Returning to the present, the best midbass and tweeter drivers now sidestep the dustcap/dome problem in two ways: a vented polepiece assembly, used by the Scandinavian manufacturers Scan-Speak, Vifa, and Seas; or a bullet-like extension of the polepiece, which replaces the midbass dustcap entirely, used by the French manufacturers Audax and Focal.

The Scan-Speak D2905 series of tweeters are the most notable examples of tweeters with vented polepieces that load into a tiny transmission-line behind the magnet assembly. (The line progressively absorbs the backwave from the tweeter dome, improving the impulse response and power-handling of the tweeter.)

Magnetic Non-linearities

Most audiophiles are aware that loudspeaker drivers are inductive; after all, the voice coil is wound around a ferrous polepiece, and that’s how you make an iron-core inductor. Not as many audiophiles know about the myriad of problems this creates.

If the inductance were constant, like an air-core inductor, there would be no problem; just adjust the crossover design to allow for it (using a simple R-C network) and off you go. Unfortunately, this is an iron-core inductor, and much worse, the inductance varies with the position of the voice coil.

The varying inductance has profound consequences, since the inductance is actually a important factor in determining the upper rolloff frequency of the driver, as well as its acoustic delay (relative to the tweeter). Vary this inductance, and the rolloff frequency and acoustic delay vary too. When does this happen? Whenever the driver moves a significant proportion of the linear region of voice-coil travel, which is a shorter distance than you'd think. In the excellent 8" Vifa P21W0-12-08, this linear region is only 8 mm (plus/minus 4 mm either way). A more typical figure for linear travel would be 6 mm for most 8" drivers, and 1 to 3 mm for most midranges.

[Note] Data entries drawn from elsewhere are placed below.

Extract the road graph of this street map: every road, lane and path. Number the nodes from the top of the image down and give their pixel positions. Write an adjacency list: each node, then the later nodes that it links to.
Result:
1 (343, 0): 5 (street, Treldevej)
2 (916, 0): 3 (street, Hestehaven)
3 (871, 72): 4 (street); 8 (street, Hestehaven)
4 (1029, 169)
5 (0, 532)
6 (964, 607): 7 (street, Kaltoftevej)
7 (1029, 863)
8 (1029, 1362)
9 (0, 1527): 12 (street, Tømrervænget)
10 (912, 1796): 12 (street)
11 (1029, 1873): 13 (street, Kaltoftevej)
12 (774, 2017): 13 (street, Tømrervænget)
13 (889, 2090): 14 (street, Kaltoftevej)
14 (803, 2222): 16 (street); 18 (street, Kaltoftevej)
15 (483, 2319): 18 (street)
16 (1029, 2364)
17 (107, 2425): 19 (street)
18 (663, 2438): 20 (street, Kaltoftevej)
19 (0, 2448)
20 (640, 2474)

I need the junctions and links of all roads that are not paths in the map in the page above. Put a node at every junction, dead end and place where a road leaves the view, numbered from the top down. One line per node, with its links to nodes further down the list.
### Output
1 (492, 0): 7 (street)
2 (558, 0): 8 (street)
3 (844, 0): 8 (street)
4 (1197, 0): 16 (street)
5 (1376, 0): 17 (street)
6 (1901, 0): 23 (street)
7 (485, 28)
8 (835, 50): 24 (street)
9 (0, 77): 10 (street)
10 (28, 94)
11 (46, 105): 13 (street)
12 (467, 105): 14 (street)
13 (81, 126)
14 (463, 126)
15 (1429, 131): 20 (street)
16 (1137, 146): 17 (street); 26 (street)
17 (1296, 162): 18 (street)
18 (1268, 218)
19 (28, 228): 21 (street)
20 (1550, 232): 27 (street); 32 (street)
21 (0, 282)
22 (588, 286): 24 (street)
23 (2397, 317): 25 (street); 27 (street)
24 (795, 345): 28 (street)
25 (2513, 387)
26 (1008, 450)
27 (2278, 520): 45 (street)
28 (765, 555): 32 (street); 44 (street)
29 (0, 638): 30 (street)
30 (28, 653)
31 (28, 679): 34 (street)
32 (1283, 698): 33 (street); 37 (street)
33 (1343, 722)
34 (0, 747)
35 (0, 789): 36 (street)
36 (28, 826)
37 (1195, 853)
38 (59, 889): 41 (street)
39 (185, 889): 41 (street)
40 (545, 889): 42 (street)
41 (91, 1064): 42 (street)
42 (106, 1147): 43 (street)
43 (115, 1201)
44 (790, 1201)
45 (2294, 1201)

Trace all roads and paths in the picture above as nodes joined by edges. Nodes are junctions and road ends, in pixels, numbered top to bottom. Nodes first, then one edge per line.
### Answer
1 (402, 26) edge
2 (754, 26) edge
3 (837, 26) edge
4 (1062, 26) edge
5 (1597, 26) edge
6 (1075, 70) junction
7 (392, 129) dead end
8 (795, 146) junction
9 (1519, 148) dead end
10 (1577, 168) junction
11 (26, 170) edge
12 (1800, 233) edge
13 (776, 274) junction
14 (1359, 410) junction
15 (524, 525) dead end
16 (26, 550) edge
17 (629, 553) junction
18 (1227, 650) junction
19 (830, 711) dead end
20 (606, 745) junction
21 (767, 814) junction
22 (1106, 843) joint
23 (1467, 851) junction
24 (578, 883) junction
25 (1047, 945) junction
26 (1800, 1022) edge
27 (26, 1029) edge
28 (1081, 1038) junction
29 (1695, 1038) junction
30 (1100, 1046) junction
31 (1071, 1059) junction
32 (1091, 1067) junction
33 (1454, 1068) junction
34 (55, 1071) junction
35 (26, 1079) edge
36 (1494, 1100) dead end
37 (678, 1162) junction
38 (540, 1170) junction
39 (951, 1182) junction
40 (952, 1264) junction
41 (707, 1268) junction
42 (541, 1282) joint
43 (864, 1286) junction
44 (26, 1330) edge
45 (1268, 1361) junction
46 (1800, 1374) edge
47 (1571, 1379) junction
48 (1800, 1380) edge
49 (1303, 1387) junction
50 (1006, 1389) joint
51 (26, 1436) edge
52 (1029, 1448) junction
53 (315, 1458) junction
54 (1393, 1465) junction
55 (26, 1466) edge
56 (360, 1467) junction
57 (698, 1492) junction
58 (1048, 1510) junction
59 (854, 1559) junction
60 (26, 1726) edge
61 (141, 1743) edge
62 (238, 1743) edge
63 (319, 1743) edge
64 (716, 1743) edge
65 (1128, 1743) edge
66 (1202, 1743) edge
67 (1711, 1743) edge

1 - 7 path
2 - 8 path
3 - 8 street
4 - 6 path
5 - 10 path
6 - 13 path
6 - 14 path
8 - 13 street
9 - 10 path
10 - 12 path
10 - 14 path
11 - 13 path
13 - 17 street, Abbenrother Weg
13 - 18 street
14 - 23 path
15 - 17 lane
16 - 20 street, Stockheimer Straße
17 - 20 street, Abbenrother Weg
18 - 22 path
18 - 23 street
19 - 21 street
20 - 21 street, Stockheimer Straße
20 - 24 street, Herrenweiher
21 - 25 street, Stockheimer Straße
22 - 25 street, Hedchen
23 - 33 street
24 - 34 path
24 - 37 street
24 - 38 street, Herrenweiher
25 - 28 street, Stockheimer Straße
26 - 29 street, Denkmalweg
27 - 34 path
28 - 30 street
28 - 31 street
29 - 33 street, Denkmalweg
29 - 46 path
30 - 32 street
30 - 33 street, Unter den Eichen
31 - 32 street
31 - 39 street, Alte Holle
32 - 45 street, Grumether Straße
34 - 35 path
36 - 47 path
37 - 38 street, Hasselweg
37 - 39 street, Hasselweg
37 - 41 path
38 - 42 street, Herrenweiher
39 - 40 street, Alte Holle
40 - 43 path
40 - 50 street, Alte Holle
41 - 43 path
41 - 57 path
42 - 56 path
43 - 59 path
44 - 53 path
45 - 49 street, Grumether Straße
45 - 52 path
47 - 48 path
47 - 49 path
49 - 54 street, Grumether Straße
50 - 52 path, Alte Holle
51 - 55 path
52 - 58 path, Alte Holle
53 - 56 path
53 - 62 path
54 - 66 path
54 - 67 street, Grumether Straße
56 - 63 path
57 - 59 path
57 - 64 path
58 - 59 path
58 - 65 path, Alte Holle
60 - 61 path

Play some deep bass, and the effects of inductance modulation begin to show, creating IM and FM sidebands over the entire frequency spectrum. This is a genuine problem for 2-way systems and 3-way systems using a low midrange crossover; it means that any time you can actually see the drivers move, there are quite significant amounts of IM and FM distortion. What does this sound like? You can expect a "grayish" coloration and a blurriness that will change depending on the type of music you play.

Are there solutions? Yes. The drivers from Scan-Speak (SD System), Dynaudio (DTL-System), and the new Seas Excel series plate the polepiece with copper to short out eddy currents induced within the magnet structure by the voice coil. The specification that gives this away is the lower-than-usual voice coil inductance.

The 8" Scan-Speak 21W/8554, probably one of the best 8" drivers in the world, has an inductance of 0.1mH, which is far lower than the 8" Vifa P21W0-20-08, which has in inductance of 0.9mH. Both are excellent drivers; the Scan-Speak, though, is almost certainly going to have more transparent sound when asked to play bass and midrange at the same time.

The inductance figure has another hidden consequence; remember, the upper rolloff frequency of the driver is the combined function of the mechanical rolloff and self-inductance of the voice coil. If you calculate the electrical rolloff frequency by using the VC inductance and the DC resistance, a few drivers have an electrical rolloff well above the measured acoustical rolloff. This is good; it means that the interaction between the two rolloff mechanisms is going to be small.

Most drivers, though, have an electrical rolloff well below the measured acoustical rolloff. How is this possible? The mechanical system actually has a broad peak which is masked by the self-inductance of the voice coil. This is not good; any change in either the mechanical system or the electrical system is going to strongly modulate the frequency and transient response.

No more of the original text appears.